RECORDS FOR PROCESSING
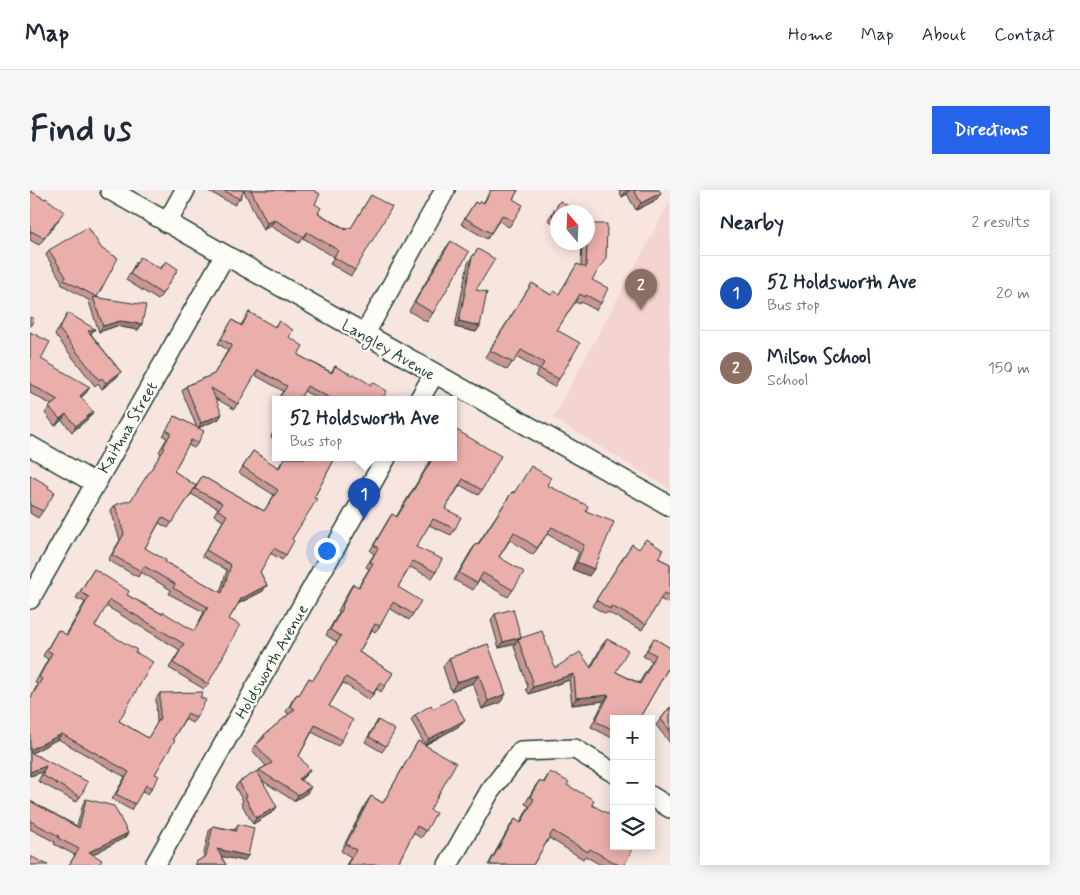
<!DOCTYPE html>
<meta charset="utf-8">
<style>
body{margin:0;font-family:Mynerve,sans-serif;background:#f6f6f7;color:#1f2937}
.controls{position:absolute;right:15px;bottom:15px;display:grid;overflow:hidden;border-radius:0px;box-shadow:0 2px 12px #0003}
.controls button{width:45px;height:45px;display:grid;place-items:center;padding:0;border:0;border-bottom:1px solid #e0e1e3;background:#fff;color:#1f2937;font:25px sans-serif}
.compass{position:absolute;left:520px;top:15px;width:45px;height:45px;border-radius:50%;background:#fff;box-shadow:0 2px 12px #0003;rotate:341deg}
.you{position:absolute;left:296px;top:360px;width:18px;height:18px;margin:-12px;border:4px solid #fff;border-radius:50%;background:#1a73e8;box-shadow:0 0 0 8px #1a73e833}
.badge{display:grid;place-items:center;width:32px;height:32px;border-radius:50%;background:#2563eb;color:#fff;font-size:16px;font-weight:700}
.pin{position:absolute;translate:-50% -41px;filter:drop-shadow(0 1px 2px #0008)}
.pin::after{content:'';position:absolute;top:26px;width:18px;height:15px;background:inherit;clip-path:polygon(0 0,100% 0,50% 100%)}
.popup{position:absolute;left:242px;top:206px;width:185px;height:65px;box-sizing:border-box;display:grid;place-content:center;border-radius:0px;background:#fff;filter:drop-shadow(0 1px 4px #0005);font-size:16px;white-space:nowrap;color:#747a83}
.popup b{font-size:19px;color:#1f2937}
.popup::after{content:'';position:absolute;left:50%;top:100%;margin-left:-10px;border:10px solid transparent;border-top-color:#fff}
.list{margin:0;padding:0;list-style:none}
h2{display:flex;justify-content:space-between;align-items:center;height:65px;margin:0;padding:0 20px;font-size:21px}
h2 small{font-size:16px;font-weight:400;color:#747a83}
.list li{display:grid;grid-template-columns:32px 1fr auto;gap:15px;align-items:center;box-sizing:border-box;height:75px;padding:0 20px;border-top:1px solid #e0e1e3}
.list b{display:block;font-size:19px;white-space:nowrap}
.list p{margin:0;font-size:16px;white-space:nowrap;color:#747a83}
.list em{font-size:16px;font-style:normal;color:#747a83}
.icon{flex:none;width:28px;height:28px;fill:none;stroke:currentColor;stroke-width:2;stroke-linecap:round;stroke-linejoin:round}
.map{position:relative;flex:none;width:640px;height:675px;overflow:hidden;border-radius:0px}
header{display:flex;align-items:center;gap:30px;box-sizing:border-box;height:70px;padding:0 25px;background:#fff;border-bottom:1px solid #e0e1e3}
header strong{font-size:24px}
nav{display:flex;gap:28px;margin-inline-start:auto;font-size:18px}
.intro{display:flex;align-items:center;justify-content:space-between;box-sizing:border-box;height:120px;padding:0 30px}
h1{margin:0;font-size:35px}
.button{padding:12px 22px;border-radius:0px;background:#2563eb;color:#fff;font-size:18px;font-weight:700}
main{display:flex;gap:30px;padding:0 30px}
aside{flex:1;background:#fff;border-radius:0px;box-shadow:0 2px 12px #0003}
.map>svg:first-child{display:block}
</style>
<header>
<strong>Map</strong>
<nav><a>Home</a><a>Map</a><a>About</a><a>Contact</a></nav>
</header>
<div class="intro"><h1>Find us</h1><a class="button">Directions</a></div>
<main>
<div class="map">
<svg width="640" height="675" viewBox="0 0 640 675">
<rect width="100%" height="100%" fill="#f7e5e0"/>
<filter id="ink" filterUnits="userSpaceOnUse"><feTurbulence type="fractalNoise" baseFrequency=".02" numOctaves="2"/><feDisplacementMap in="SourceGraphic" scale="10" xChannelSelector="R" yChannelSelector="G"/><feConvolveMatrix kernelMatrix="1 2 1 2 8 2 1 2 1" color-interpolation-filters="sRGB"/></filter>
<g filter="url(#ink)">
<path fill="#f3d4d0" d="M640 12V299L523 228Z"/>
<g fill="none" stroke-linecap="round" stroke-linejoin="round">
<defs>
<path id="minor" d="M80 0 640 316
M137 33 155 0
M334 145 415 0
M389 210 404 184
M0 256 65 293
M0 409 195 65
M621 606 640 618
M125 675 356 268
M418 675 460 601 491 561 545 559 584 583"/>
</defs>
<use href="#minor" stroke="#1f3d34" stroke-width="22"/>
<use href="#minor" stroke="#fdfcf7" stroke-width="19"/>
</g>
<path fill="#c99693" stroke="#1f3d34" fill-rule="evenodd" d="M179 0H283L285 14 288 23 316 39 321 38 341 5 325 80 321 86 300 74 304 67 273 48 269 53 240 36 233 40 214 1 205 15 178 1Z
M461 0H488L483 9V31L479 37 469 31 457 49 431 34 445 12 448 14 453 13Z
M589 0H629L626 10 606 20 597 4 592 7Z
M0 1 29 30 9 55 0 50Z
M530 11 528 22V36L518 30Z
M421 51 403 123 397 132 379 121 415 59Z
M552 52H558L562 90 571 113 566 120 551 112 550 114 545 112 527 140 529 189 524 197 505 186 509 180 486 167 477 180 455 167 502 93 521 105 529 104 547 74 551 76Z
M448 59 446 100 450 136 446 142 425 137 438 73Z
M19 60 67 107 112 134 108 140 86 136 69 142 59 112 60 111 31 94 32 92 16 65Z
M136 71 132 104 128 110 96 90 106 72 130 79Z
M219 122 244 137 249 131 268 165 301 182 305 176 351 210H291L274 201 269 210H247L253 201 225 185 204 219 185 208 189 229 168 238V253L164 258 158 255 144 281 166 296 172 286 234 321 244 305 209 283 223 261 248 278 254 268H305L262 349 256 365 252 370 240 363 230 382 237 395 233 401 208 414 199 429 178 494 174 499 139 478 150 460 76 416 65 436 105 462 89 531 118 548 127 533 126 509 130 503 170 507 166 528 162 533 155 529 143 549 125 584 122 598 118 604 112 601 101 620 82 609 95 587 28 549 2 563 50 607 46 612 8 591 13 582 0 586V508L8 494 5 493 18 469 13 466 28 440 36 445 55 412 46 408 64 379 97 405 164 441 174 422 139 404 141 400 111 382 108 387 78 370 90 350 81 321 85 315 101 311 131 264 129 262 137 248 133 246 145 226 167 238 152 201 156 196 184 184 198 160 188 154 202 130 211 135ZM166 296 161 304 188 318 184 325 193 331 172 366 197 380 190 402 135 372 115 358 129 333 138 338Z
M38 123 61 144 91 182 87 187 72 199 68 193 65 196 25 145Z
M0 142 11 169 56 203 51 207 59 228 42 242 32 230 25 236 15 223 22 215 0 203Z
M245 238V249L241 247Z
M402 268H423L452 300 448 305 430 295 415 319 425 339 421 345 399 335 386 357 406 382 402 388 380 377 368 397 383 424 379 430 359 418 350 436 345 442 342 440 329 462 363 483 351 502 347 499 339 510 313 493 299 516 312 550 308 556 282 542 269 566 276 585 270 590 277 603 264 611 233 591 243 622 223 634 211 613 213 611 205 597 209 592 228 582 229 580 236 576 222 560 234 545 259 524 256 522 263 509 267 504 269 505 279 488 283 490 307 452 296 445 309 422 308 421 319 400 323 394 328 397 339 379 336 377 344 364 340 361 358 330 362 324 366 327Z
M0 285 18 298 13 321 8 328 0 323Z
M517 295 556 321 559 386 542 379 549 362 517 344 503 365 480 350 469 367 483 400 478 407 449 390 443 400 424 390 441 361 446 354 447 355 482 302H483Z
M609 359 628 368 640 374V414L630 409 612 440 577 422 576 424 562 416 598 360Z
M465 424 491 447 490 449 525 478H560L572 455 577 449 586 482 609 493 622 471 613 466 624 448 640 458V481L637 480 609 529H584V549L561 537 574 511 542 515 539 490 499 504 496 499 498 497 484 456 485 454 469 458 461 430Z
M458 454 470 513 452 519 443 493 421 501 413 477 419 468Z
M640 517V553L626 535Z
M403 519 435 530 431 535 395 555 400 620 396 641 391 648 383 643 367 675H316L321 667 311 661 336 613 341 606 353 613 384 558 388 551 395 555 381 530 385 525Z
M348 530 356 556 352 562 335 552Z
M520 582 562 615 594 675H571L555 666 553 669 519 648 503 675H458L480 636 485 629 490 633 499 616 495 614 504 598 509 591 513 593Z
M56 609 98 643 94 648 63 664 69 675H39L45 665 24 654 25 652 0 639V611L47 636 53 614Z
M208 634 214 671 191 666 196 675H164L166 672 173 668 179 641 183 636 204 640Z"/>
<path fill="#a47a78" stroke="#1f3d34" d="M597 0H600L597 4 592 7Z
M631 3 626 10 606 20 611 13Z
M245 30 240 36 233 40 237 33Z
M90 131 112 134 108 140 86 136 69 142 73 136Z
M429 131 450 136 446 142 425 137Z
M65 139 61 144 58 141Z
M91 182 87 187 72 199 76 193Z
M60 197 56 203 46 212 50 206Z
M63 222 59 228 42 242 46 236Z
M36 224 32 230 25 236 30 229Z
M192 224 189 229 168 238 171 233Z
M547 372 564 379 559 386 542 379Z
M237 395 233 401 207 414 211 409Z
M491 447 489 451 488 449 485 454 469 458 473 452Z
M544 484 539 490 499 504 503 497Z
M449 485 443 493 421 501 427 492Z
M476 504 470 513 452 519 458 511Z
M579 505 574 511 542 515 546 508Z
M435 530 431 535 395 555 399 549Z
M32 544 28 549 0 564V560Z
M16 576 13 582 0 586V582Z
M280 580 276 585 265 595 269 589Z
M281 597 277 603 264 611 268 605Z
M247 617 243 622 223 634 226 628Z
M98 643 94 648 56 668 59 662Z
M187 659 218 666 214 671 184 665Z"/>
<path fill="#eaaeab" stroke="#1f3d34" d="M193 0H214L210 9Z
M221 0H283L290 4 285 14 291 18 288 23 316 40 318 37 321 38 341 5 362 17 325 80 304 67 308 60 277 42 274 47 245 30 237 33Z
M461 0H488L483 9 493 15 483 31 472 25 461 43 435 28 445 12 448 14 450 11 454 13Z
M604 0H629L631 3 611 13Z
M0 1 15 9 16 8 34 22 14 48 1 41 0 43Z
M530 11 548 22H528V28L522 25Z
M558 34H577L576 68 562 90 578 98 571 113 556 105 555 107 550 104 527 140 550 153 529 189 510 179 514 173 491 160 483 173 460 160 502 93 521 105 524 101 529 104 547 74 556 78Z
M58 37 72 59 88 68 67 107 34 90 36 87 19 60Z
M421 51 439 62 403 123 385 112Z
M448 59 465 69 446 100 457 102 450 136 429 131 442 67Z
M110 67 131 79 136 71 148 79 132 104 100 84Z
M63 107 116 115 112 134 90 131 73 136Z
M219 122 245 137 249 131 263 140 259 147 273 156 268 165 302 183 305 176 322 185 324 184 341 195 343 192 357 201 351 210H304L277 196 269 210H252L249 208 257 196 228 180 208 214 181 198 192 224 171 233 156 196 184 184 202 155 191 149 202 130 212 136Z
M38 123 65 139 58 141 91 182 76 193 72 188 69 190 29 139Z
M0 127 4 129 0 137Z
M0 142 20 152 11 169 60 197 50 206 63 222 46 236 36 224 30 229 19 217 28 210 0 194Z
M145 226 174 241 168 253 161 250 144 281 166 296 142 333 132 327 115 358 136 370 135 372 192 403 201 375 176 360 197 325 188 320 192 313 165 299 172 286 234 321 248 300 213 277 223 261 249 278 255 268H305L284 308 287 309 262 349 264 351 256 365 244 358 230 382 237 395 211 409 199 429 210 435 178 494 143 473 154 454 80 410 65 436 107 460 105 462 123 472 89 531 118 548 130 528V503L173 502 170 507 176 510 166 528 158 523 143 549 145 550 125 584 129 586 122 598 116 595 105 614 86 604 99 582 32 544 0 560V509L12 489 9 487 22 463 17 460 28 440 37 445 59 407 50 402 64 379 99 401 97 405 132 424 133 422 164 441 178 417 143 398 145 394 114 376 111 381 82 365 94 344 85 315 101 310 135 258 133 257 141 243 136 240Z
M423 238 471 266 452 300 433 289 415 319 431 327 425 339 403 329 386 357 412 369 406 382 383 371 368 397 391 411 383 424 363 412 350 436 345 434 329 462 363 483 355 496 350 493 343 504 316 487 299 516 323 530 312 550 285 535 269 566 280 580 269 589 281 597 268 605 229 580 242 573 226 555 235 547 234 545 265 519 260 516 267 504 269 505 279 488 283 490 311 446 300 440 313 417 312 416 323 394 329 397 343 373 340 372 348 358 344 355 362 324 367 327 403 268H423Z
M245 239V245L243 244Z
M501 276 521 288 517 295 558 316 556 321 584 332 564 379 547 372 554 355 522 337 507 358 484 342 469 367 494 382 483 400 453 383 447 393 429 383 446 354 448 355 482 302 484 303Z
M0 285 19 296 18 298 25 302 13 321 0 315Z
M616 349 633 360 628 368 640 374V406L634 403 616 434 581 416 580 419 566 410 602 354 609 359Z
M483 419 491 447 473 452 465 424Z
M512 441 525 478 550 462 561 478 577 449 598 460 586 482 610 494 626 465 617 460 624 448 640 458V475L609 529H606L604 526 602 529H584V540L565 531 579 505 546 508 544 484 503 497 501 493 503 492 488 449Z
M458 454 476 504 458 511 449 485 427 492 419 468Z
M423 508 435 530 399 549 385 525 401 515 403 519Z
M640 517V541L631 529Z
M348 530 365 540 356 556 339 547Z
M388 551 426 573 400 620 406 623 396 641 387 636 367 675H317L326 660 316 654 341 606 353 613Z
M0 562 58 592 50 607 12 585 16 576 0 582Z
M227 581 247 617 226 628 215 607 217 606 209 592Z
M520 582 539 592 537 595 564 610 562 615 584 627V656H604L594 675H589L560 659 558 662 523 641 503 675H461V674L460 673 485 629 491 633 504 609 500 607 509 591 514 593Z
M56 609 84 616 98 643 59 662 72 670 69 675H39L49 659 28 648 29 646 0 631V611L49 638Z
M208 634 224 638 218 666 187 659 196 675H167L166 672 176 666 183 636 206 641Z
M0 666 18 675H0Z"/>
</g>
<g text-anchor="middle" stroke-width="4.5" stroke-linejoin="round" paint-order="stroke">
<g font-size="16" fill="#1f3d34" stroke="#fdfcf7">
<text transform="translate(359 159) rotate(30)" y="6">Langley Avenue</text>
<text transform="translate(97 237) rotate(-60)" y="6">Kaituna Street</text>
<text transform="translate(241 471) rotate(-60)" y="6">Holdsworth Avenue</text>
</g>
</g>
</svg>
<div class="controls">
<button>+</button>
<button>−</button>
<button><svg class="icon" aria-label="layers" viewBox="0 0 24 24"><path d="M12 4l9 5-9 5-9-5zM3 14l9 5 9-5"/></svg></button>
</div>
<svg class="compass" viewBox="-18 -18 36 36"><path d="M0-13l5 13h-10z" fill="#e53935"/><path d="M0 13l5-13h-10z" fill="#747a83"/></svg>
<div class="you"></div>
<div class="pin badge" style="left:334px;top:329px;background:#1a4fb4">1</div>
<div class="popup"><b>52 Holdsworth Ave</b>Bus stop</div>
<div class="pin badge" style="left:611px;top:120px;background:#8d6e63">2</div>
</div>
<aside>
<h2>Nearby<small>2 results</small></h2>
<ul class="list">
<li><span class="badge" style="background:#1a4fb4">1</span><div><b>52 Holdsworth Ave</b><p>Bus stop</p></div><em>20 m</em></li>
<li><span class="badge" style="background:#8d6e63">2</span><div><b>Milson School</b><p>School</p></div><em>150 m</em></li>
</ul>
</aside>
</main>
* * *
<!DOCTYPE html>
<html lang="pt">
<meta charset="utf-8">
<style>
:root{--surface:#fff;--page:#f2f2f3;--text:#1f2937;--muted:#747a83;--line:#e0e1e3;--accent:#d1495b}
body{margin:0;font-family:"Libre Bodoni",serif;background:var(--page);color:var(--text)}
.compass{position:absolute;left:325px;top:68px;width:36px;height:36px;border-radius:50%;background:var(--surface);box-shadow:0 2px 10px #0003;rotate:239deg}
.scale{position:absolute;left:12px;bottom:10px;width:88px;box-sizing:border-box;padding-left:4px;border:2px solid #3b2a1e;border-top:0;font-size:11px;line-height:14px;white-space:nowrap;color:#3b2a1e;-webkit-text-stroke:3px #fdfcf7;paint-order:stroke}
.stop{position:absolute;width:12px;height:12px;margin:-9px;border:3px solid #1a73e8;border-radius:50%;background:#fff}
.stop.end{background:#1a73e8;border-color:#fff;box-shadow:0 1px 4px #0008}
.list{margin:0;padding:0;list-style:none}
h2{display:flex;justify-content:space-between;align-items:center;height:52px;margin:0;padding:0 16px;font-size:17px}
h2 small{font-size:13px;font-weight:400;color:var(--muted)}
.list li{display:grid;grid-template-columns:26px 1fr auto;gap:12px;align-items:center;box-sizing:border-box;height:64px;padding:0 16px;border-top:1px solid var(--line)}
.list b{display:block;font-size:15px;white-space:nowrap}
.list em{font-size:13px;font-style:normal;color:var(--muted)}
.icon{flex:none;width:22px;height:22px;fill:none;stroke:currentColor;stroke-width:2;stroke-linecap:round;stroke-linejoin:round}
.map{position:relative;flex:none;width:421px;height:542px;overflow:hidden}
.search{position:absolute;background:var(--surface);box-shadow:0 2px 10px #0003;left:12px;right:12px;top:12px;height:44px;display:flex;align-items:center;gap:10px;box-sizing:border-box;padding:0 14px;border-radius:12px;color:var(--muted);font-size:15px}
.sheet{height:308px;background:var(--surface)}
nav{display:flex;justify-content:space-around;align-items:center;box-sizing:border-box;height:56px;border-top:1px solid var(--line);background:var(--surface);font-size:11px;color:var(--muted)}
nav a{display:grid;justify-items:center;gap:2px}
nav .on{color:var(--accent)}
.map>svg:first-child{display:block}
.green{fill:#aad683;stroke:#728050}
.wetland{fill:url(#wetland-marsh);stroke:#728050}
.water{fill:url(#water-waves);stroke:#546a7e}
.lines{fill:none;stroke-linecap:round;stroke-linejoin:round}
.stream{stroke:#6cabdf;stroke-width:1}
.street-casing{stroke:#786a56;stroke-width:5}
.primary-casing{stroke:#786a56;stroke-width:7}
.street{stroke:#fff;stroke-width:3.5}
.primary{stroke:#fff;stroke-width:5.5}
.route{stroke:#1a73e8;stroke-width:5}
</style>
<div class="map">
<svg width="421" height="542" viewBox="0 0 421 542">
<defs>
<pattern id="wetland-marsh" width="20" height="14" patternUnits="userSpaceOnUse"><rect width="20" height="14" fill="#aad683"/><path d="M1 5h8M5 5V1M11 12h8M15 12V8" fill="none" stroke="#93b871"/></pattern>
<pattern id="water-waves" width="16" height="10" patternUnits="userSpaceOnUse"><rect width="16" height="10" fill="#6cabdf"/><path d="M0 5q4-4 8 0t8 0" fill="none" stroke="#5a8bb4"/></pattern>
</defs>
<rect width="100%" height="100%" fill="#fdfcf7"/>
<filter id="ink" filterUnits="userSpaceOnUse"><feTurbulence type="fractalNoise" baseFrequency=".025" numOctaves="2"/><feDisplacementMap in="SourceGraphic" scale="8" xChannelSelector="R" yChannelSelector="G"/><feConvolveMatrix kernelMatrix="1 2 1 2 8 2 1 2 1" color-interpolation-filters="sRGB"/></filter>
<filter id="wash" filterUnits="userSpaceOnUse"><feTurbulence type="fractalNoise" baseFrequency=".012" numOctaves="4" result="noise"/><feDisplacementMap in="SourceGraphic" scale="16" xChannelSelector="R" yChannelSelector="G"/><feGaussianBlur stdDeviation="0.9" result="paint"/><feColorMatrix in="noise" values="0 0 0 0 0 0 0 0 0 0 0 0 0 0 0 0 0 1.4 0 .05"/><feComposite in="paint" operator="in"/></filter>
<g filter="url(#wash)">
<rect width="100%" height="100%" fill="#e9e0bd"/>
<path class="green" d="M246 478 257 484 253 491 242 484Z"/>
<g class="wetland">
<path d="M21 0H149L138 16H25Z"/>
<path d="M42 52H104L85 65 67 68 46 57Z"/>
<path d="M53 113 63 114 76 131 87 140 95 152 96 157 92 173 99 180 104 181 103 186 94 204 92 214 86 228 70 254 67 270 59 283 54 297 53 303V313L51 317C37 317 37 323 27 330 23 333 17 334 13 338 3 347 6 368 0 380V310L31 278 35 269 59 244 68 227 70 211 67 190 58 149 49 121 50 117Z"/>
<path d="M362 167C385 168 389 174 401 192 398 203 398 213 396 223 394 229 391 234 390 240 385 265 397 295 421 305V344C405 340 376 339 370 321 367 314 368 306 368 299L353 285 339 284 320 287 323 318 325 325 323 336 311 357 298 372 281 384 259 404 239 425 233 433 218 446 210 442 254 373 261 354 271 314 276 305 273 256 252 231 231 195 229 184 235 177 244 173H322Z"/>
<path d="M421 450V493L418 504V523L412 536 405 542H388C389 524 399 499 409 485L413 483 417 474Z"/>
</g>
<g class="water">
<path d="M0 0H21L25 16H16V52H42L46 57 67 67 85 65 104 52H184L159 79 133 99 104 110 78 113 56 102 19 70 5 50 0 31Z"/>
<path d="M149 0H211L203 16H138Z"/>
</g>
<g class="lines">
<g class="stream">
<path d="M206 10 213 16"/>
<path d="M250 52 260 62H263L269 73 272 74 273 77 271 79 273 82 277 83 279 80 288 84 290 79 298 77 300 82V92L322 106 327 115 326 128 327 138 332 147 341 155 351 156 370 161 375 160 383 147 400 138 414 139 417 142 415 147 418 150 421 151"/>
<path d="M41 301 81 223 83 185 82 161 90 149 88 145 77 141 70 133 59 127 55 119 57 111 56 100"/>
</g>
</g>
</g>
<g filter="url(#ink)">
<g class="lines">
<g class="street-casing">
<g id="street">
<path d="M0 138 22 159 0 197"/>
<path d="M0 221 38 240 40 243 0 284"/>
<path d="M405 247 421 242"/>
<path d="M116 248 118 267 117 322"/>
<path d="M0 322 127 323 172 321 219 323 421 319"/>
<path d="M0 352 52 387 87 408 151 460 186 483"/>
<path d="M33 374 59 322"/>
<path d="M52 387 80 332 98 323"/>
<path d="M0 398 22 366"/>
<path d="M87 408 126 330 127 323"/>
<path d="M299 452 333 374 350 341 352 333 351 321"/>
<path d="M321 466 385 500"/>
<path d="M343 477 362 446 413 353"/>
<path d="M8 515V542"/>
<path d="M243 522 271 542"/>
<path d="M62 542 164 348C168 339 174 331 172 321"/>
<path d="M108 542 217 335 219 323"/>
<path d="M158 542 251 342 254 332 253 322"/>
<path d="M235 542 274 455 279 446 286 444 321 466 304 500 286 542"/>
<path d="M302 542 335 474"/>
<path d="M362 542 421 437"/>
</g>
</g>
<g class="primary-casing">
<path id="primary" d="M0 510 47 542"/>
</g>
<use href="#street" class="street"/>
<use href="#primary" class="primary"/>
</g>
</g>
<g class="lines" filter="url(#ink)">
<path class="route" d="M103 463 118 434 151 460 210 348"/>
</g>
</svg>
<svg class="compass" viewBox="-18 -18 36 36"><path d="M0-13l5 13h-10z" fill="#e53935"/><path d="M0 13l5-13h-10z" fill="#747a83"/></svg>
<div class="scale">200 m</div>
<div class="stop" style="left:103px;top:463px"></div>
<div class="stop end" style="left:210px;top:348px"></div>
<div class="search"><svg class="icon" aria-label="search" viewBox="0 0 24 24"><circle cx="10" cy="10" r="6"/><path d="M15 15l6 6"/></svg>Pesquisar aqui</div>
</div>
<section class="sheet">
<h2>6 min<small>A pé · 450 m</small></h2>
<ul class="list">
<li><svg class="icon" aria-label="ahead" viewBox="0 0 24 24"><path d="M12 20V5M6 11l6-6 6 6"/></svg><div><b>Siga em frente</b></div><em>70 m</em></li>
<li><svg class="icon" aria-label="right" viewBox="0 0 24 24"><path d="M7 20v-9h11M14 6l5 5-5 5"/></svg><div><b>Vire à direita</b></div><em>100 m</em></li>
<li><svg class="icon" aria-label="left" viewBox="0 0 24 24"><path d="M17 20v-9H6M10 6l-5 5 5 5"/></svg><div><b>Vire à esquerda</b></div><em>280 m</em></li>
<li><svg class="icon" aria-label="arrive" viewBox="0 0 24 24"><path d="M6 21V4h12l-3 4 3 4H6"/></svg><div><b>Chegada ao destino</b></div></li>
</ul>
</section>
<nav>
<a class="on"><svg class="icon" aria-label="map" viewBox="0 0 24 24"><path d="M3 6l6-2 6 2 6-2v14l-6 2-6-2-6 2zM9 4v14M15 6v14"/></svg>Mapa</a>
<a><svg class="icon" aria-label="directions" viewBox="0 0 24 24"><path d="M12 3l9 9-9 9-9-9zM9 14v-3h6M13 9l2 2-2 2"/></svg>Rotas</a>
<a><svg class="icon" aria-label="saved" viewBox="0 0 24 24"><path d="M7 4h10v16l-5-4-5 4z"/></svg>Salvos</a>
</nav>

EXERCISE OBJECTIVE
Please return a copy of each line in the entries that has the string "compass".

RESULT
.compass{position:absolute;left:520px;top:15px;width:45px;height:45px;border-radius:50%;background:#fff;box-shadow:0 2px 12px #0003;rotate:341deg}
<svg class="compass" viewBox="-18 -18 36 36"><path d="M0-13l5 13h-10z" fill="#e53935"/><path d="M0 13l5-13h-10z" fill="#747a83"/></svg>
.compass{position:absolute;left:325px;top:68px;width:36px;height:36px;border-radius:50%;background:var(--surface);box-shadow:0 2px 10px #0003;rotate:239deg}
<svg class="compass" viewBox="-18 -18 36 36"><path d="M0-13l5 13h-10z" fill="#e53935"/><path d="M0 13l5-13h-10z" fill="#747a83"/></svg>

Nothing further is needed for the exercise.